What Was the Racial Justice Act?

The Racial Justice Act sought to ensure that the state of North Carolina was not unfairly and disproportionately imposing the death penalty on black defendants.  It was a positive move in the right direction, providing that a death sentence would be commuted to life in prison if a defendant could prove that the state was discriminating in the death penalty process.  Defendants could show discrimination by presenting evidence that:

  • The death penalty was either sought or imposed more often on members of a particular  race;
  • The death penalty was either sought or imposed disproportionately more often on behalf of victims of a particular race; or
  • Race is a significant factor in decisions to strike jurors of a particular race.

Marcus Robinson – What was the Evidence Presented?

Marcus Robinson was the first defendant to present evidence at a hearing under the Racial Justice Act.  Robinson presented evidence of a statistical study that had been performed by two law professors from Michigan State:

The court found the MSU study to be “a valid, highly reliable, statistical study of jury selection practices in North Carolina capital cases between 1990 and 2010. The results of the unadjusted study, with remarkable consistency across time and jurisdictions, show that race is highly correlated with strike decisions in North Carolina.”

Specifically, the Court found that N.C. prosecutors statewide struck 52.6% of all qualified black jurors in death penalty cases, 25.7% of all other eligible jurors, and that the probability of this occurring in a race-neutral process was less than one in ten trillion.  Even when the researchers analyzed the data with comparisons based on every possible factor, including age, profession, education, and the purportedly race-neutral reasons given by prosecutors, “racial discrepancies were still found, showing as conclusively as possible that race was a factor in peremptory strikes.”

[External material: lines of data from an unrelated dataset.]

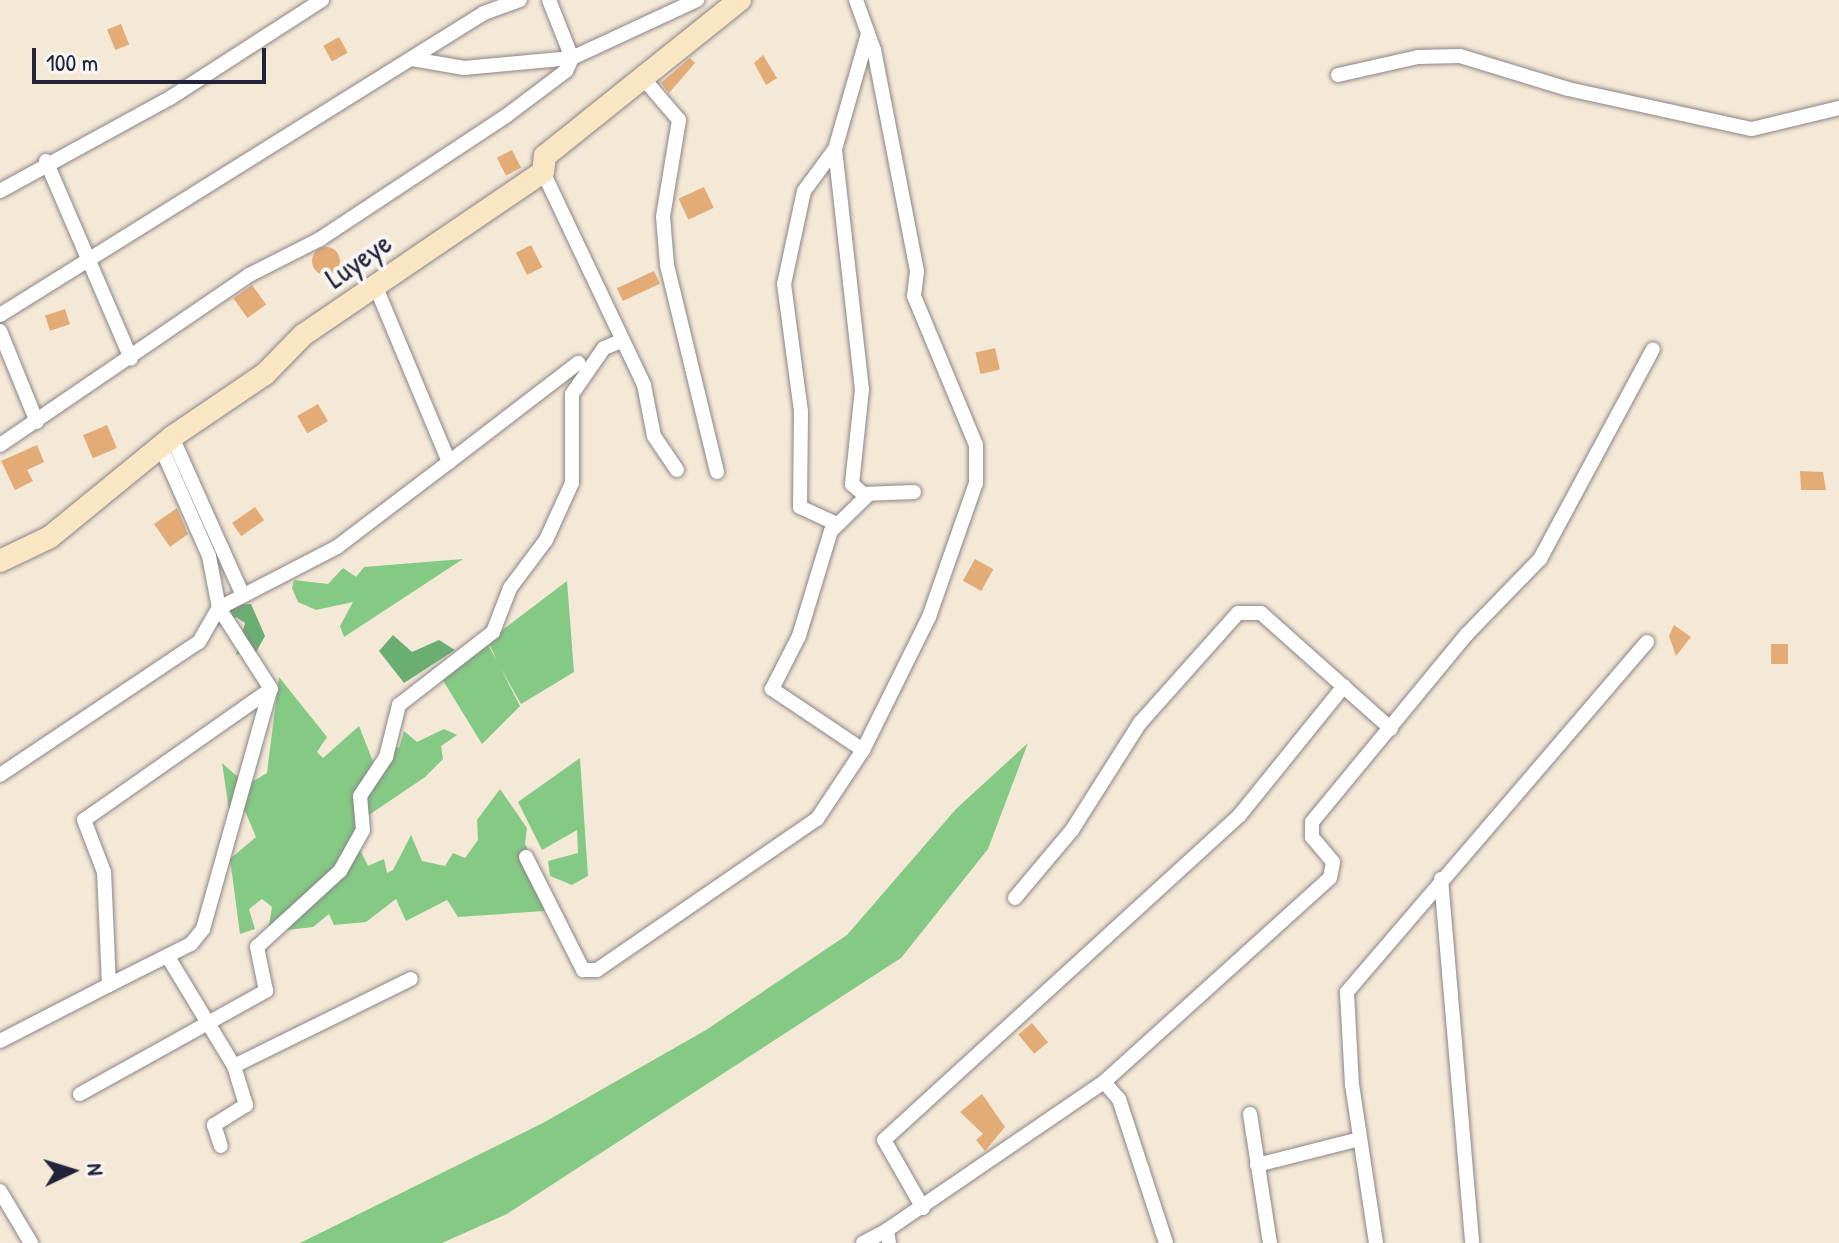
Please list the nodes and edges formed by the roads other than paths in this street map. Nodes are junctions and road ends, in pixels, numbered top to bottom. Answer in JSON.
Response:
{"nodes":[{"id":1,"x":322,"y":0,"type":"edge"},
{"id":2,"x":520,"y":0,"type":"edge"},
{"id":3,"x":549,"y":0,"type":"edge"},
{"id":4,"x":697,"y":0,"type":"edge"},
{"id":5,"x":740,"y":0,"type":"edge"},
{"id":6,"x":856,"y":0,"type":"edge"},
{"id":7,"x":677,"y":4,"type":"edge"},
{"id":8,"x":482,"y":7,"type":"edge"},
{"id":9,"x":869,"y":25,"type":"junction"},
{"id":10,"x":572,"y":58,"type":"junction"},
{"id":11,"x":412,"y":59,"type":"junction"},
{"id":12,"x":1338,"y":75,"type":"dead end"},
{"id":13,"x":643,"y":78,"type":"junction"},
{"id":14,"x":1839,"y":108,"type":"edge"},
{"id":15,"x":835,"y":149,"type":"junction"},
{"id":16,"x":46,"y":161,"type":"junction"},
{"id":17,"x":543,"y":172,"type":"junction"},
{"id":18,"x":0,"y":191,"type":"edge"},
{"id":19,"x":89,"y":260,"type":"junction"},
{"id":20,"x":375,"y":285,"type":"junction"},
{"id":21,"x":0,"y":315,"type":"edge"},
{"id":22,"x":0,"y":331,"type":"edge"},
{"id":23,"x":621,"y":341,"type":"junction"},
{"id":24,"x":1653,"y":349,"type":"dead end"},
{"id":25,"x":131,"y":358,"type":"junction"},
{"id":26,"x":578,"y":363,"type":"dead end"},
{"id":27,"x":37,"y":422,"type":"junction"},
{"id":28,"x":166,"y":442,"type":"junction"},
{"id":29,"x":0,"y":445,"type":"edge"},
{"id":30,"x":449,"y":462,"type":"junction"},
{"id":31,"x":677,"y":470,"type":"dead end"},
{"id":32,"x":717,"y":472,"type":"dead end"},
{"id":33,"x":914,"y":492,"type":"dead end"},
{"id":34,"x":869,"y":494,"type":"junction"},
{"id":35,"x":837,"y":524,"type":"junction"},
{"id":36,"x":0,"y":561,"type":"edge"},
{"id":37,"x":243,"y":596,"type":"junction"},
{"id":38,"x":219,"y":608,"type":"junction"},
{"id":39,"x":1647,"y":642,"type":"dead end"},
{"id":40,"x":1344,"y":686,"type":"junction"},
{"id":41,"x":270,"y":690,"type":"junction"},
{"id":42,"x":1391,"y":729,"type":"junction"},
{"id":43,"x":863,"y":750,"type":"junction"},
{"id":44,"x":0,"y":775,"type":"edge"},
{"id":45,"x":526,"y":857,"type":"dead end"},
{"id":46,"x":1441,"y":879,"type":"junction"},
{"id":47,"x":1015,"y":898,"type":"dead end"},
{"id":48,"x":168,"y":957,"type":"junction"},
{"id":49,"x":411,"y":979,"type":"dead end"},
{"id":50,"x":109,"y":985,"type":"junction"},
{"id":51,"x":209,"y":1026,"type":"junction"},
{"id":52,"x":0,"y":1041,"type":"edge"},
{"id":53,"x":234,"y":1066,"type":"junction"},
{"id":54,"x":1104,"y":1082,"type":"junction"},
{"id":55,"x":80,"y":1094,"type":"dead end"},
{"id":56,"x":1250,"y":1114,"type":"dead end"},
{"id":57,"x":1360,"y":1139,"type":"junction"},
{"id":58,"x":221,"y":1146,"type":"dead end"},
{"id":59,"x":1257,"y":1165,"type":"junction"},
{"id":60,"x":0,"y":1191,"type":"edge"},
{"id":61,"x":923,"y":1208,"type":"junction"},
{"id":62,"x":888,"y":1236,"type":"edge"},
{"id":63,"x":31,"y":1243,"type":"edge"},
{"id":64,"x":863,"y":1243,"type":"edge"},
{"id":65,"x":1166,"y":1243,"type":"edge"},
{"id":66,"x":1270,"y":1243,"type":"edge"},
{"id":67,"x":1376,"y":1243,"type":"edge"},
{"id":68,"x":1472,"y":1243,"type":"edge"}],
"edges":[{"from":1,"to":16,"type":"street"},
{"from":2,"to":8,"type":"street"},
{"from":3,"to":10,"type":"street"},
{"from":4,"to":7,"type":"street"},
{"from":5,"to":13,"type":"street","name":"Luyeye"},
{"from":6,"to":9,"type":"street"},
{"from":7,"to":10,"type":"street"},
{"from":8,"to":11,"type":"street"},
{"from":9,"to":15,"type":"street"},
{"from":9,"to":43,"type":"street"},
{"from":10,"to":11,"type":"street"},
{"from":10,"to":25,"type":"street"},
{"from":11,"to":19,"type":"street"},
{"from":12,"to":14,"type":"street"},
{"from":13,"to":17,"type":"street","name":"Luyeye"},
{"from":13,"to":32,"type":"street"},
{"from":15,"to":34,"type":"street"},
{"from":15,"to":35,"type":"street"},
{"from":16,"to":18,"type":"street"},
{"from":16,"to":19,"type":"street"},
{"from":17,"to":20,"type":"street","name":"Luyeye"},
{"from":17,"to":23,"type":"street"},
{"from":19,"to":21,"type":"street"},
{"from":19,"to":25,"type":"street"},
{"from":20,"to":28,"type":"street","name":"Luyeye"},
{"from":20,"to":30,"type":"street"},
{"from":22,"to":27,"type":"street"},
{"from":23,"to":31,"type":"street"},
{"from":23,"to":51,"type":"street"},
{"from":24,"to":42,"type":"street"},
{"from":25,"to":27,"type":"street"},
{"from":26,"to":30,"type":"street"},
{"from":27,"to":29,"type":"street"},
{"from":28,"to":36,"type":"street","name":"Luyeye"},
{"from":28,"to":37,"type":"street"},
{"from":28,"to":38,"type":"street"},
{"from":30,"to":37,"type":"street"},
{"from":33,"to":34,"type":"street"},
{"from":34,"to":35,"type":"street"},
{"from":35,"to":43,"type":"street"},
{"from":37,"to":38,"type":"street"},
{"from":38,"to":41,"type":"street"},
{"from":38,"to":44,"type":"street"},
{"from":39,"to":46,"type":"street"},
{"from":40,"to":42,"type":"street"},
{"from":40,"to":47,"type":"street"},
{"from":40,"to":61,"type":"street"},
{"from":41,"to":48,"type":"street"},
{"from":41,"to":50,"type":"street"},
{"from":42,"to":54,"type":"street"},
{"from":43,"to":45,"type":"street"},
{"from":46,"to":57,"type":"street"},
{"from":46,"to":68,"type":"street"},
{"from":48,"to":50,"type":"street"},
{"from":48,"to":51,"type":"street"},
{"from":49,"to":53,"type":"street"},
{"from":50,"to":52,"type":"street"},
{"from":51,"to":53,"type":"street"},
{"from":51,"to":55,"type":"street"},
{"from":53,"to":58,"type":"street"},
{"from":54,"to":61,"type":"street"},
{"from":54,"to":65,"type":"street"},
{"from":56,"to":59,"type":"street"},
{"from":57,"to":59,"type":"street"},
{"from":57,"to":67,"type":"street"},
{"from":59,"to":66,"type":"street"},
{"from":60,"to":63,"type":"street"},
{"from":61,"to":62,"type":"street"},
{"from":62,"to":64,"type":"street"}]}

What Was the State’s Evidence?

The state presented a statistical expert who testified about a study he had conducted where he asked prosecutors to provide racially neutral reasons for each black juror that was struck in the Michigan State study.  The Court rejected the study and pointed out the study’s incompetent methodology, which included:

  • Asking prosecutors for a race neutral reason, rather than asking them why they struck the juror;
  • There was only a 50% response rate to the survey;
  • The study relied on self-reporting by prosecutors;
  • The expert provided a sample affidavit to the prosecutors in advance, which could obviously affect their responses.

Despite the state’s failed opportunity to present evidence that the state does not discriminate in imposition of the death penalty, the N.C. Supreme Court reversed and remanded the case to give the state another chance to provide credible evidence.

Every state should be enacting their own version of the Racial Justice Act, and without legislation such as this there will be no progress or at best continued slow progress in achieving racial justice in death penalty cases.  And remember that capital cases in every state are only the tip of the iceberg – there are very few death penalty prosecutions each year in comparison to the thousands of trials that happen in other types of cases every year in South Carolina.  You could say that the death penalty cases are the “canary in the coal mine” – if we are discriminating against defendants in the most important and high-profile cases where the end result is death, you can bet we are also discriminating in non-death cases as well.

North Carolina’s Racial Justice Act was, for a brief period, a shining example of how state legislatures can act to end racial discrimination in the courts.  Law students should choose to research racial justice issues, law professors should encourage and participate in conducting similar studies, and attorneys should encourage or commission similar studies whenever possible.  South Carolina’s legislature should take similar action and those in the legislature who care about racial justice, fair application of the death penalty, and the people they represent should step up and take on this fight.